Transcribe all records below exactly, without images.

■ Available records
....
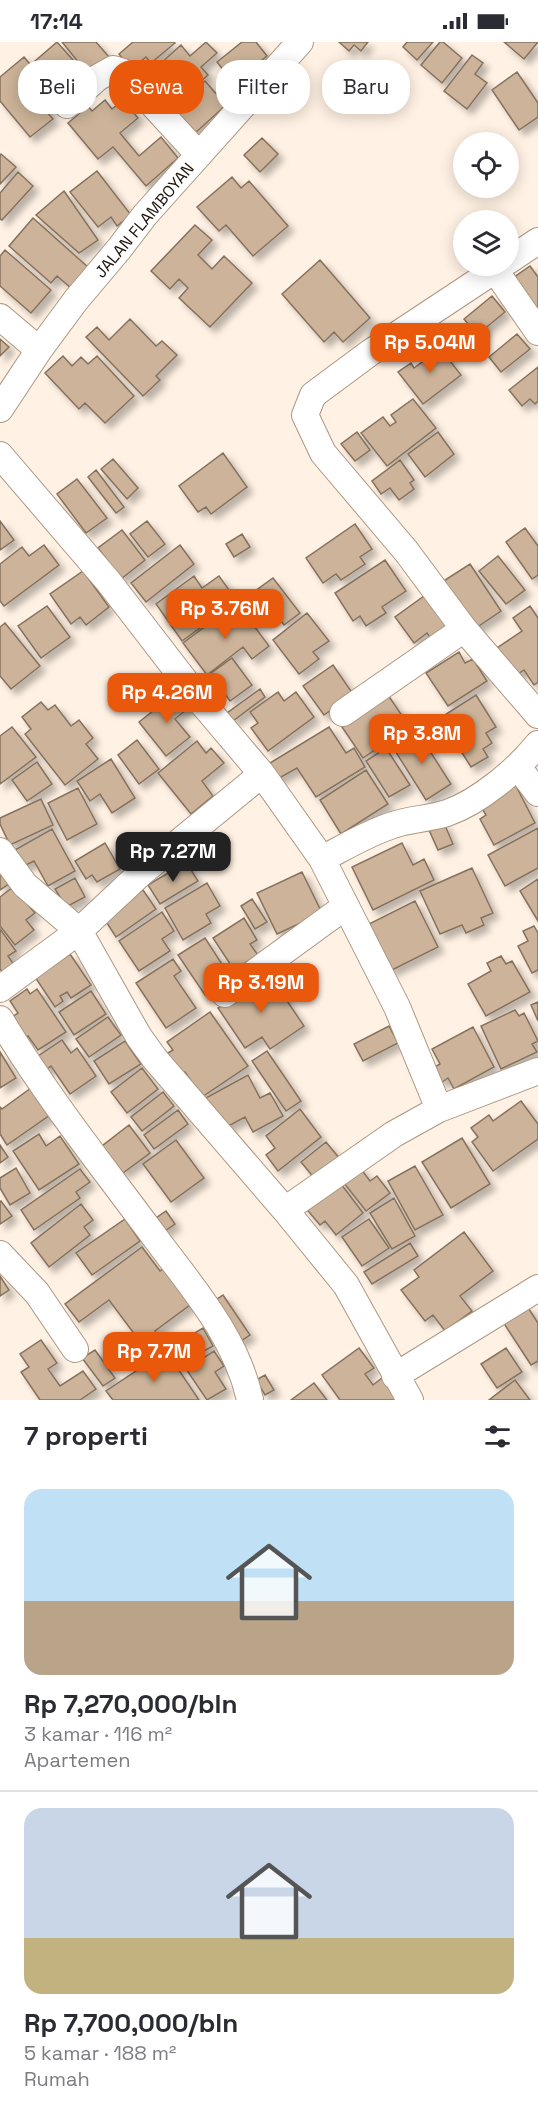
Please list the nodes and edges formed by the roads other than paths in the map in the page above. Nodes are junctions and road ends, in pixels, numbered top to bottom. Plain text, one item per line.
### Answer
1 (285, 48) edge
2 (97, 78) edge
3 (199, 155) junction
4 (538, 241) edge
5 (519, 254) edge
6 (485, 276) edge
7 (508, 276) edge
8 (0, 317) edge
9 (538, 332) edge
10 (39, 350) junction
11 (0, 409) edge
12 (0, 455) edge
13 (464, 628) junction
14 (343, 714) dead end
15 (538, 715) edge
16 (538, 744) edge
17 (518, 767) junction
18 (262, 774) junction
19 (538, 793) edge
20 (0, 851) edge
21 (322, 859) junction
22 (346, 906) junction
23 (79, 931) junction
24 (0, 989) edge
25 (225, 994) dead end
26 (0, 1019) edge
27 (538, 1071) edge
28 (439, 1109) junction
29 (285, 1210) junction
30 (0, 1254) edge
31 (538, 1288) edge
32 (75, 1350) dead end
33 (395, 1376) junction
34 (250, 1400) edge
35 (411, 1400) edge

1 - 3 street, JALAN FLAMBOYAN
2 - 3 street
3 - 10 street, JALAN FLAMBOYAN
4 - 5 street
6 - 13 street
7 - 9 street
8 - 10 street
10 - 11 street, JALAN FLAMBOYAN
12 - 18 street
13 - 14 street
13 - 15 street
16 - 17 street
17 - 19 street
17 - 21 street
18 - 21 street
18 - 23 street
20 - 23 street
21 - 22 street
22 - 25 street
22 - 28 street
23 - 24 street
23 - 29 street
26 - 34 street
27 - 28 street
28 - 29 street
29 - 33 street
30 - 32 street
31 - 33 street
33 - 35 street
....
■ The answer
Please list the nodes and edges formed by the roads other than paths in the map in the page above. Nodes are junctions and road ends, in pixels, numbered top to bottom. Plain text, one item per line.
### Answer
1 (285, 48) edge
2 (97, 78) edge
3 (199, 155) junction
4 (538, 241) edge
5 (519, 254) edge
6 (485, 276) edge
7 (508, 276) edge
8 (0, 317) edge
9 (538, 332) edge
10 (39, 350) junction
11 (0, 409) edge
12 (0, 455) edge
13 (464, 628) junction
14 (343, 714) dead end
15 (538, 715) edge
16 (538, 744) edge
17 (518, 767) junction
18 (262, 774) junction
19 (538, 793) edge
20 (0, 851) edge
21 (322, 859) junction
22 (346, 906) junction
23 (79, 931) junction
24 (0, 989) edge
25 (225, 994) dead end
26 (0, 1019) edge
27 (538, 1071) edge
28 (439, 1109) junction
29 (285, 1210) junction
30 (0, 1254) edge
31 (538, 1288) edge
32 (75, 1350) dead end
33 (395, 1376) junction
34 (250, 1400) edge
35 (411, 1400) edge

1 - 3 street, JALAN FLAMBOYAN
2 - 3 street
3 - 10 street, JALAN FLAMBOYAN
4 - 5 street
6 - 13 street
7 - 9 street
8 - 10 street
10 - 11 street, JALAN FLAMBOYAN
12 - 18 street
13 - 14 street
13 - 15 street
16 - 17 street
17 - 19 street
17 - 21 street
18 - 21 street
18 - 23 street
20 - 23 street
21 - 22 street
22 - 25 street
22 - 28 street
23 - 24 street
23 - 29 street
26 - 34 street
27 - 28 street
28 - 29 street
29 - 33 street
30 - 32 street
31 - 33 street
33 - 35 street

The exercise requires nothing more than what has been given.